As NoSQL data models continue to prove their worth in high-profile web properties and enterprise settings, developers and architects need a basic framework that helps them organize and differentiate these data stores according to their capabilities so that they can find out where to direct their more in-depth research.
Nathan Hurst's Visual Guide to NoSQL Systems is an excellent way to start your search for one, or many solutions. However, with the emergence of polyglot persistence, you don't necessarily need to choose just one data store, and now that we have data persistence available in hosted services, what's to stop us from trying many systems by popping them in and out of our custom platform? Heroku's Adam Wiggins recently wrote a great post that indicated which persistence solutions might work best in certain use cases:
- Frequently-written, rarely read statistical data (for example, a web hit counter) should use an in-memory key/value store like Redis, or an update-in-place document store like MongoDB.
- Big Data (like weather stats or business analytics) will work best in a freeform, distributed db system like Hadoop.
- Binary assets (such as MP3s and PDFs) find a good home in a datastore that can serve directly to the user’s browser, like Amazon S3.
- Transient data (like web sessions, locks, or short-term stats) should be kept in a transient datastore like Memcache. (Traditionally we haven’t grouped memcached into the database family, but NoSQL has broadened our thinking on this subject.)
- If you need to be able to replicate your data set to multiple locations (such as syncing a music database between a web app and a mobile device), you’ll want the replication features of CouchDB.

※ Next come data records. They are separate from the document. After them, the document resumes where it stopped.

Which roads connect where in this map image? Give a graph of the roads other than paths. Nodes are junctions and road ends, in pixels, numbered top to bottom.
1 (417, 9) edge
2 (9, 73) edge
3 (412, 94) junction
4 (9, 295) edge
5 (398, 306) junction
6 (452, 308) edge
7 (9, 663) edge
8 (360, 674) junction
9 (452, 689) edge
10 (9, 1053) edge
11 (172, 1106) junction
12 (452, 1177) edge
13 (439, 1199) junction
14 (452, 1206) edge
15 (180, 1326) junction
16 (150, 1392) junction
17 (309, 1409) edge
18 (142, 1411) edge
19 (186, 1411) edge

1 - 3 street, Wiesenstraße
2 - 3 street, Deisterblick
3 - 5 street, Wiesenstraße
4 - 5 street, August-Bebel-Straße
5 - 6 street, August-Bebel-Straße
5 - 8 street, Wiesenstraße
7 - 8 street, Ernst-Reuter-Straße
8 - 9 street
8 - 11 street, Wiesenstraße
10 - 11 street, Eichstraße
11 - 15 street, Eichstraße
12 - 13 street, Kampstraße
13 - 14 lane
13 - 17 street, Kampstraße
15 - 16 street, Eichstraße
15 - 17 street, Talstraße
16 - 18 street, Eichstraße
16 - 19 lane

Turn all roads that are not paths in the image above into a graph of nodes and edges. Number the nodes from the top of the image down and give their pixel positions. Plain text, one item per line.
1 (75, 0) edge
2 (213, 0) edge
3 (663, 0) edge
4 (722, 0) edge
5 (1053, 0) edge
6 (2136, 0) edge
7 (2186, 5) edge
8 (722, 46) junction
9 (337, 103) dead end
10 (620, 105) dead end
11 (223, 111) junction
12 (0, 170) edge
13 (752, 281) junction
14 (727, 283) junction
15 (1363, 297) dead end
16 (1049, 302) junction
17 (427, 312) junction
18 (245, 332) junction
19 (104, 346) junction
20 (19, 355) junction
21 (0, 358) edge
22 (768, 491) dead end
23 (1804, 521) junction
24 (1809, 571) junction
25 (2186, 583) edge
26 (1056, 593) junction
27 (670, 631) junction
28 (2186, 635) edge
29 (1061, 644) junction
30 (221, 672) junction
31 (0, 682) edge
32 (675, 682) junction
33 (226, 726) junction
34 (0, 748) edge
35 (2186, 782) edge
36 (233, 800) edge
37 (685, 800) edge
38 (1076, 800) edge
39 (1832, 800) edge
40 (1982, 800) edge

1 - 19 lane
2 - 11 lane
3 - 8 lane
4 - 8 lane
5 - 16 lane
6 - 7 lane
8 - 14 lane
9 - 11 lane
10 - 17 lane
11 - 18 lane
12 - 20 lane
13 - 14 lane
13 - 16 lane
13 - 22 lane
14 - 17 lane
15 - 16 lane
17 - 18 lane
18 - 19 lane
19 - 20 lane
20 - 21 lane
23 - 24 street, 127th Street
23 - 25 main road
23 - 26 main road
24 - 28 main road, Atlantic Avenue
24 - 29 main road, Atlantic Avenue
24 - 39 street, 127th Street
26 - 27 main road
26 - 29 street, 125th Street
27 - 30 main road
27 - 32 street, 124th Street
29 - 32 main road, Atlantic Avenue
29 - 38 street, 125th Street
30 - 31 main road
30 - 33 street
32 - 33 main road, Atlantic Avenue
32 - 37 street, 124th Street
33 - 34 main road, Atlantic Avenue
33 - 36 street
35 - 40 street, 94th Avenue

- High availability apps, where minimizing downtime is critical, will find great utility in the automatically clustered, redundant setup of datastores like Casandra and Riak.
Nathan Hurst's Visual Guide to NoSQL Systems uses a triangular diagram to visualize the specialization domains of each data model and its tradeoffs.
from Nathan Hurst's Blog
Each corner represents a primary attribute of a system, and every model covers two of the three attributes:
- Consistency means that each client always has the same view of the data.
- Availability means that all clients can always read and write.
- Partition tolerance means that the system works well across physical network partitions.
RDBMSs (Postgres, MySQL, etc.) have both Consistency and Availability
Cassandra, Voldemort, CouchDB, and Riak are some of the models that have Availability and Partition tolerance.
BigTable, HBase, MongoDB, Berkeley DB, and Redis are some of the models that have Consistency and Partition tolerance.
This is a pretty general differentiation of the different data models, but it's definitely a useful tool to direct your research. You'll have to drill down into a lot more research and then do some actual testing of the solution to see if it meets all of your needs. And even if one solution doesn't meet all of your needs, there's also the growing trend of polyglot persistence - give it a try. Another new and growing trend is DaaS - Database-as-a-Service. Basically, as NoSQL shows its natural suitability for cloud computing persistence, more people are able to test them out (at-will) as a cloud-based service.
Heroku's 'drop in and run' cloud platform already supports several add-ons for NoSQL databases. They include: MongoHQ for MongoDB, Cloudant for CouchDB, NorthScale's Memcached service, and soon Redis To Go. Amazon has an RDS service for those who want to stick with MySQL and use it as a hosted service.